The idea of a suggestion feed is to pull in contents from real people instead of machines. However, it has a chicken or an egg problem. When there are a few users, the feed would remain empty. So it needs to prepopulate it initially with existing contents.
The solution was to add RSS feed and treat publishers like another account.
This week I added 14 publishers: Popular Science, Science Magazine, AEON, Forbes, Vice, Vox, Nature, National Geographic, Literature Hub, The Paris Review, Vox, Artnews, Artspace, Frieze, and Artsy. They were selected on the basis of the length of each article. Since the feed suggestion is based on articles you read and the aim is to learn deeper, I omitted news like contents. Those 14 would be added on top of the existing 12 publishers so it would have a total of 26 publishers.

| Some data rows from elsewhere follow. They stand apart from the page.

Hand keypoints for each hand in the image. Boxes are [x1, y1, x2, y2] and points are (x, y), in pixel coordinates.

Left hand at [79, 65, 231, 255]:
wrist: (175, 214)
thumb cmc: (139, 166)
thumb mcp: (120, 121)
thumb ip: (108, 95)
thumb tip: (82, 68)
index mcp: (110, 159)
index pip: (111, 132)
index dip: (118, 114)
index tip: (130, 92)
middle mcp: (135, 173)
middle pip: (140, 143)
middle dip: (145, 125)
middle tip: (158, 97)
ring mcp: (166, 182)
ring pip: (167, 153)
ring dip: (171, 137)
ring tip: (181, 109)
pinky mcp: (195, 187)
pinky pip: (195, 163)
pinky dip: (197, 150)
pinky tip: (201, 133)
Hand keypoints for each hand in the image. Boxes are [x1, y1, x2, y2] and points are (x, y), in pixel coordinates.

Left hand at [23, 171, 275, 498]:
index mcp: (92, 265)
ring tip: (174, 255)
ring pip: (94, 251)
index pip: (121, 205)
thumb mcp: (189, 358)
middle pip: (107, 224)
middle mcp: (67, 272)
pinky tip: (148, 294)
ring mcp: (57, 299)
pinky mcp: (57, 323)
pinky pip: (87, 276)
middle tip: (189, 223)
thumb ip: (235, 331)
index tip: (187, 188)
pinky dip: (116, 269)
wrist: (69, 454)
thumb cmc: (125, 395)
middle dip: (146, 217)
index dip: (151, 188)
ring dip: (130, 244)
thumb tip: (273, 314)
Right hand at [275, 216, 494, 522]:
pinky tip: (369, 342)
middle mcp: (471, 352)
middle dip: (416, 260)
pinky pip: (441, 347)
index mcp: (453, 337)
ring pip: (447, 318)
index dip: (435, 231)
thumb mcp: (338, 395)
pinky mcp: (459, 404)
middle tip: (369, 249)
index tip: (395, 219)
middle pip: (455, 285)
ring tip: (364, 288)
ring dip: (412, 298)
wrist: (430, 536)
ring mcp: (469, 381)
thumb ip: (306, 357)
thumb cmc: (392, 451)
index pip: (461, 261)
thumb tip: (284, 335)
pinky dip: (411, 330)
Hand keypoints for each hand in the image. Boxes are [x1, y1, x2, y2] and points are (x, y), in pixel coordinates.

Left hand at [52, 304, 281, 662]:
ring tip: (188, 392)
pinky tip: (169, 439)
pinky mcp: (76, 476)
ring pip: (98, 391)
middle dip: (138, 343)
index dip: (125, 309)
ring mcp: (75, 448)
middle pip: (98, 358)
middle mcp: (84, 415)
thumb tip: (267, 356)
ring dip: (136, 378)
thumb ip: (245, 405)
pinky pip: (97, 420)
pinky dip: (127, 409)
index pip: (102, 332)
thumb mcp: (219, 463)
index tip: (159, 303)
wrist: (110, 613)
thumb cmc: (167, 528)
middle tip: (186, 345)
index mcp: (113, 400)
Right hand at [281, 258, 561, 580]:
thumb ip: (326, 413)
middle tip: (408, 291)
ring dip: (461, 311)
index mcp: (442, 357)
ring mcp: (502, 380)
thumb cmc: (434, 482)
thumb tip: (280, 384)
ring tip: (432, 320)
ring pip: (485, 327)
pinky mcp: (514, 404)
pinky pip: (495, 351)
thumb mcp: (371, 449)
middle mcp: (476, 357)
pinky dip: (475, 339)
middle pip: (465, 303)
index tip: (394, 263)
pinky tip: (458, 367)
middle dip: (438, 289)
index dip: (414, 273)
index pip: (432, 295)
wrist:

I was working on adding bot publishers. If there were more contents to give, the algorithm works much better. The concept came from Deep Learning where the algorithm was not changed but the amount of data available at hand made the difference. The focus was on adding longer articles. Longreads so to say. On top, I picked the topics around science, literature, and art since they were the primary interests of the existing users. I want to give the best suggestions for a few users and wait for their feedback. The idea of reading in the tracked platform makes sense, but there are so many places you can consume contents, I ‘m still skeptical if this idea would be validated. The feedback will be to come in a week or two.